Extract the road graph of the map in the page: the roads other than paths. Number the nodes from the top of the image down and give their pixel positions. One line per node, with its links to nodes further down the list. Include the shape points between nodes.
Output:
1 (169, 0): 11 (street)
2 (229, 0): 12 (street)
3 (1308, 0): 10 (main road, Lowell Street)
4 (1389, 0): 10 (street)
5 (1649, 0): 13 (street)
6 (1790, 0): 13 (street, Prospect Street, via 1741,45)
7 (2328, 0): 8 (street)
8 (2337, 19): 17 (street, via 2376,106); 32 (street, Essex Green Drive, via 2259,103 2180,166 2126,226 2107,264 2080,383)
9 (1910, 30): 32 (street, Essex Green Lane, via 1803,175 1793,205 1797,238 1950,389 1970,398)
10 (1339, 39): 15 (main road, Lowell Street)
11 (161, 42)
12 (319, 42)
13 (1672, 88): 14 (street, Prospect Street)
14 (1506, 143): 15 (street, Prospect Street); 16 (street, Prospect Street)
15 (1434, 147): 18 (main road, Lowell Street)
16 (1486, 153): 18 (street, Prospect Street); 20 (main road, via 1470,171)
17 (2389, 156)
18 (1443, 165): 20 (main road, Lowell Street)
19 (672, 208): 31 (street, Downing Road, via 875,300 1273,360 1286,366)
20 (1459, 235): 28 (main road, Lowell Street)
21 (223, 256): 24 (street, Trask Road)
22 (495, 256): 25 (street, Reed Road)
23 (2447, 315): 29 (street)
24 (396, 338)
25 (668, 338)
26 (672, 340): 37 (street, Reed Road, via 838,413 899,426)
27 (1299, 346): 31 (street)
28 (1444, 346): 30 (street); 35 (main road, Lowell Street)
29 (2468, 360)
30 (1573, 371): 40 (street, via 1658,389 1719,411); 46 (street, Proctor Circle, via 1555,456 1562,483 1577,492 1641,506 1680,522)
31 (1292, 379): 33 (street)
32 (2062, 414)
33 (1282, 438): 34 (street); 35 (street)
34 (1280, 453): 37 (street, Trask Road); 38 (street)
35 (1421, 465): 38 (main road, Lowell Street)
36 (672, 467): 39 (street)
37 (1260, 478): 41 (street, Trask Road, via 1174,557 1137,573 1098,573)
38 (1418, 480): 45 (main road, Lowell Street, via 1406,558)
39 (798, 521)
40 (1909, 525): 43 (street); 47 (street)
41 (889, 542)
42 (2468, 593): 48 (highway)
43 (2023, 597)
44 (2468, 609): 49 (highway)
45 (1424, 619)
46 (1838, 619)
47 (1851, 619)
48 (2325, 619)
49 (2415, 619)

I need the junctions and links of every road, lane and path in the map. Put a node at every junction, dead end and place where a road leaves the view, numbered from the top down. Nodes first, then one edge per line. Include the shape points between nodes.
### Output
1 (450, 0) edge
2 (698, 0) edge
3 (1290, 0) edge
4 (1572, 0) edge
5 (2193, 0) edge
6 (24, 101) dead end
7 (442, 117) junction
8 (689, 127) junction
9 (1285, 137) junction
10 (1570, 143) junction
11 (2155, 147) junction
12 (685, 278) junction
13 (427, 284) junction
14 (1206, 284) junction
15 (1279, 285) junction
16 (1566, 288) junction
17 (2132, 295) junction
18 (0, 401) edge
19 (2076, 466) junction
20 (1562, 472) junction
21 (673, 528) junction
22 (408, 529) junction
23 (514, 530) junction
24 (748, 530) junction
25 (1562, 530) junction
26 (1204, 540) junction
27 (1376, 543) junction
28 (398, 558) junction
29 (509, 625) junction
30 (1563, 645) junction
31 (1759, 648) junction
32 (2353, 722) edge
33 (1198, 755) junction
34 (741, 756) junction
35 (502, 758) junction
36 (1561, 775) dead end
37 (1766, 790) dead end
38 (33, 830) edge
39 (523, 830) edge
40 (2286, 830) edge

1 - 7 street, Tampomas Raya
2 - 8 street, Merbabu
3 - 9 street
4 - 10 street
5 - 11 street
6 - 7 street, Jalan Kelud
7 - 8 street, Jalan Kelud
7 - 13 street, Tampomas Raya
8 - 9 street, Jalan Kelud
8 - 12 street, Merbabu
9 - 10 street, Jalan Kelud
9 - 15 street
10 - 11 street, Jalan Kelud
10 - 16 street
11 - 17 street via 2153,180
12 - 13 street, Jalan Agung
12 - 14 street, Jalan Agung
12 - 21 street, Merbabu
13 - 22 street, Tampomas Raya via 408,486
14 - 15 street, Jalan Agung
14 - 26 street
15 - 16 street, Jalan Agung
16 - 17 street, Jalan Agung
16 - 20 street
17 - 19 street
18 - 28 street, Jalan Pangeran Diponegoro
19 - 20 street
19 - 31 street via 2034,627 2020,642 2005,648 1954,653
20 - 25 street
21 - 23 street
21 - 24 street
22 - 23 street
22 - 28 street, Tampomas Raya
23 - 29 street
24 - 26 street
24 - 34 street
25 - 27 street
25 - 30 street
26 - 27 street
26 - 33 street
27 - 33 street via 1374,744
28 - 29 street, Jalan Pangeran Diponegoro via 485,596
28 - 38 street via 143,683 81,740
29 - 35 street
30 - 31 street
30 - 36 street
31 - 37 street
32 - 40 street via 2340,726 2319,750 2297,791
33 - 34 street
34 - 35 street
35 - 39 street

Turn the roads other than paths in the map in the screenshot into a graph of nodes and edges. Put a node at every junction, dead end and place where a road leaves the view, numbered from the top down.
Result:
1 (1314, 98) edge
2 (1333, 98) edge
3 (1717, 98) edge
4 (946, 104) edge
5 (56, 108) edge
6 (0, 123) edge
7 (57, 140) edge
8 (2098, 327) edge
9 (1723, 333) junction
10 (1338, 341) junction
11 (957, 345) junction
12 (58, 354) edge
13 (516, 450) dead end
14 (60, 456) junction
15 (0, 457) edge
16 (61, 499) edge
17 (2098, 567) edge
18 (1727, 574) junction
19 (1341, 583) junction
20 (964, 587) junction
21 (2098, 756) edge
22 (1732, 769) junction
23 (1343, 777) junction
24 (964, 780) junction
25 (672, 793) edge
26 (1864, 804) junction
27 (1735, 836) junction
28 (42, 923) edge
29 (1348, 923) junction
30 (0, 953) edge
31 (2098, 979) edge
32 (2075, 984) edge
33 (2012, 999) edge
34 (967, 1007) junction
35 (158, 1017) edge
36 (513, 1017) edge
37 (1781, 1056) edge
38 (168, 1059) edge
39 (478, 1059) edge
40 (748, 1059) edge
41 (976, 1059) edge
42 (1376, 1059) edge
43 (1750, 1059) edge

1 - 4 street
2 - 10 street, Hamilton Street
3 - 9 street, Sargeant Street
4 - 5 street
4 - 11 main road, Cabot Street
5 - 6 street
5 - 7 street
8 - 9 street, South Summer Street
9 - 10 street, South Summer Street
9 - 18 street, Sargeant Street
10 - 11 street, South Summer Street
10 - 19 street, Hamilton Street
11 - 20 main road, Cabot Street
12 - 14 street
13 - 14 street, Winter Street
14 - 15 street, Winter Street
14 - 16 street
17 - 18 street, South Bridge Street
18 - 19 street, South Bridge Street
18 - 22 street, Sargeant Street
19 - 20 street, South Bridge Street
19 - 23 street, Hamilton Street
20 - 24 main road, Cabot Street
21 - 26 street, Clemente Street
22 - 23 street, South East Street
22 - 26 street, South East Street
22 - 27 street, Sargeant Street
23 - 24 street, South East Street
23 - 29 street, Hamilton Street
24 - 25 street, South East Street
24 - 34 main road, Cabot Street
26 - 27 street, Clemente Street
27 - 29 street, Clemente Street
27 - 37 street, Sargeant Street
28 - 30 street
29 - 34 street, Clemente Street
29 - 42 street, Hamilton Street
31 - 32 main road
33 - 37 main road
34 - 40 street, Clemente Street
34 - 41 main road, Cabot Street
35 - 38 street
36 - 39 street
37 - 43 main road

◆ ◆ ◆

Could you report every line of the material that contains the string "Winter"?

13 - 14 street, Winter Street
14 - 15 street, Winter Street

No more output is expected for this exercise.